• [Task instructions]:
Images aside, return all the entries exactly.

Dataset entries:

________

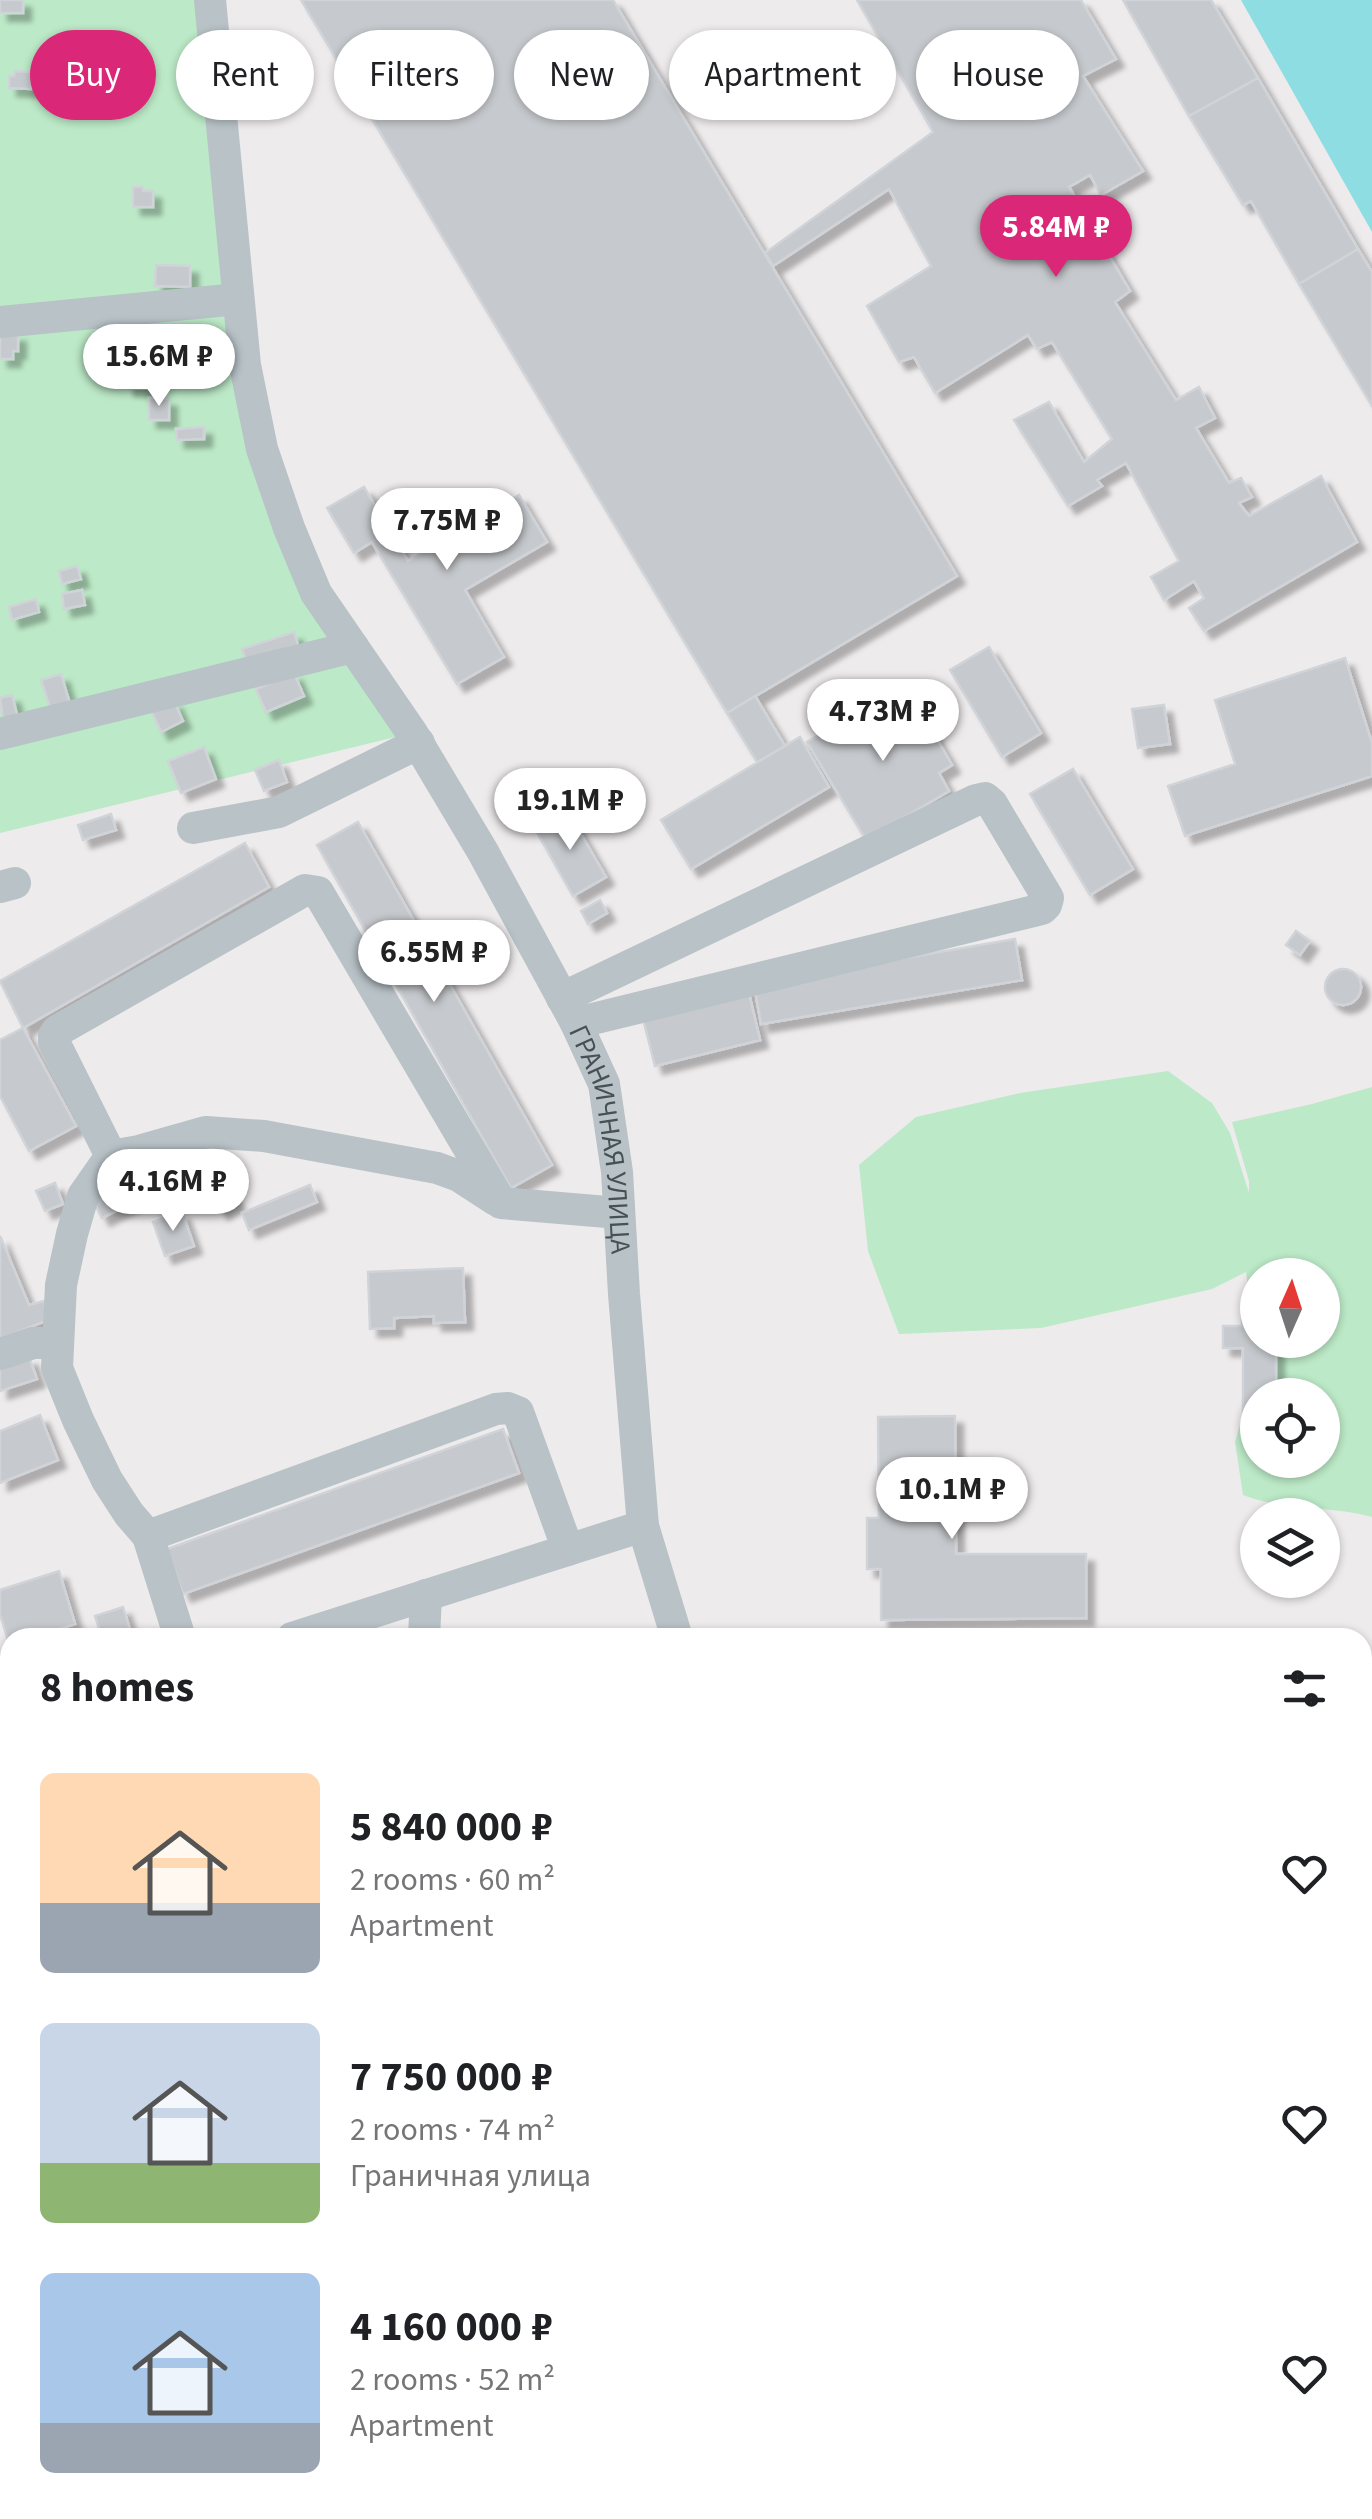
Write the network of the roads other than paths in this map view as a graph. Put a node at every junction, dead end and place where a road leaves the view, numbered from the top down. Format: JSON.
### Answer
{"nodes":[{"id":1,"x":210,"y":0,"type":"edge"},
{"id":2,"x":238,"y":299,"type":"junction"},
{"id":3,"x":0,"y":322,"type":"edge"},
{"id":4,"x":352,"y":647,"type":"junction"},
{"id":5,"x":0,"y":734,"type":"edge"},
{"id":6,"x":419,"y":744,"type":"junction"},
{"id":7,"x":192,"y":828,"type":"dead end"},
{"id":8,"x":569,"y":1011,"type":"junction"},
{"id":9,"x":110,"y":1156,"type":"junction"},
{"id":10,"x":501,"y":1203,"type":"junction"},
{"id":11,"x":619,"y":1212,"type":"junction"},
{"id":12,"x":58,"y":1343,"type":"junction"},
{"id":13,"x":0,"y":1354,"type":"edge"},
{"id":14,"x":643,"y":1526,"type":"junction"},
{"id":15,"x":148,"y":1536,"type":"junction"},
{"id":16,"x":568,"y":1550,"type":"junction"},
{"id":17,"x":426,"y":1595,"type":"junction"},
{"id":18,"x":177,"y":1628,"type":"edge"},
{"id":19,"x":323,"y":1628,"type":"edge"},
{"id":20,"x":424,"y":1628,"type":"edge"},
{"id":21,"x":674,"y":1628,"type":"edge"}],
"edges":[{"from":1,"to":2,"type":"street","name":"ГРАНИЧНАЯ УЛИЦА"},
{"from":2,"to":3,"type":"street"},
{"from":2,"to":4,"type":"street","name":"ГРАНИЧНАЯ УЛИЦА"},
{"from":4,"to":5,"type":"street"},
{"from":4,"to":6,"type":"street","name":"ГРАНИЧНАЯ УЛИЦА"},
{"from":6,"to":7,"type":"street"},
{"from":6,"to":8,"type":"street","name":"ГРАНИЧНАЯ УЛИЦА"},
{"from":8,"to":8,"type":"street"},
{"from":8,"to":11,"type":"street","name":"ГРАНИЧНАЯ УЛИЦА"},
{"from":9,"to":10,"type":"street"},
{"from":9,"to":10,"type":"street"},
{"from":9,"to":12,"type":"street"},
{"from":10,"to":11,"type":"street"},
{"from":11,"to":14,"type":"street","name":"ГРАНИЧНАЯ УЛИЦА"},
{"from":12,"to":13,"type":"street"},
{"from":12,"to":15,"type":"street"},
{"from":14,"to":16,"type":"street"},
{"from":14,"to":21,"type":"street","name":"ГРАНИЧНАЯ УЛИЦА"},
{"from":15,"to":16,"type":"street"},
{"from":15,"to":18,"type":"street"},
{"from":16,"to":17,"type":"street"},
{"from":17,"to":19,"type":"street"},
{"from":17,"to":20,"type":"street"}]}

________

• [Result for this task]:
Write the network of the roads other than paths in this map view as a graph. Put a node at every junction, dead end and place where a road leaves the view, numbered from the top down. Format: JSON.
### Answer
{"nodes":[{"id":1,"x":210,"y":0,"type":"edge"},
{"id":2,"x":238,"y":299,"type":"junction"},
{"id":3,"x":0,"y":322,"type":"edge"},
{"id":4,"x":352,"y":647,"type":"junction"},
{"id":5,"x":0,"y":734,"type":"edge"},
{"id":6,"x":419,"y":744,"type":"junction"},
{"id":7,"x":192,"y":828,"type":"dead end"},
{"id":8,"x":569,"y":1011,"type":"junction"},
{"id":9,"x":110,"y":1156,"type":"junction"},
{"id":10,"x":501,"y":1203,"type":"junction"},
{"id":11,"x":619,"y":1212,"type":"junction"},
{"id":12,"x":58,"y":1343,"type":"junction"},
{"id":13,"x":0,"y":1354,"type":"edge"},
{"id":14,"x":643,"y":1526,"type":"junction"},
{"id":15,"x":148,"y":1536,"type":"junction"},
{"id":16,"x":568,"y":1550,"type":"junction"},
{"id":17,"x":426,"y":1595,"type":"junction"},
{"id":18,"x":177,"y":1628,"type":"edge"},
{"id":19,"x":323,"y":1628,"type":"edge"},
{"id":20,"x":424,"y":1628,"type":"edge"},
{"id":21,"x":674,"y":1628,"type":"edge"}],
"edges":[{"from":1,"to":2,"type":"street","name":"ГРАНИЧНАЯ УЛИЦА"},
{"from":2,"to":3,"type":"street"},
{"from":2,"to":4,"type":"street","name":"ГРАНИЧНАЯ УЛИЦА"},
{"from":4,"to":5,"type":"street"},
{"from":4,"to":6,"type":"street","name":"ГРАНИЧНАЯ УЛИЦА"},
{"from":6,"to":7,"type":"street"},
{"from":6,"to":8,"type":"street","name":"ГРАНИЧНАЯ УЛИЦА"},
{"from":8,"to":8,"type":"street"},
{"from":8,"to":11,"type":"street","name":"ГРАНИЧНАЯ УЛИЦА"},
{"from":9,"to":10,"type":"street"},
{"from":9,"to":10,"type":"street"},
{"from":9,"to":12,"type":"street"},
{"from":10,"to":11,"type":"street"},
{"from":11,"to":14,"type":"street","name":"ГРАНИЧНАЯ УЛИЦА"},
{"from":12,"to":13,"type":"street"},
{"from":12,"to":15,"type":"street"},
{"from":14,"to":16,"type":"street"},
{"from":14,"to":21,"type":"street","name":"ГРАНИЧНАЯ УЛИЦА"},
{"from":15,"to":16,"type":"street"},
{"from":15,"to":18,"type":"street"},
{"from":16,"to":17,"type":"street"},
{"from":17,"to":19,"type":"street"},
{"from":17,"to":20,"type":"street"}]}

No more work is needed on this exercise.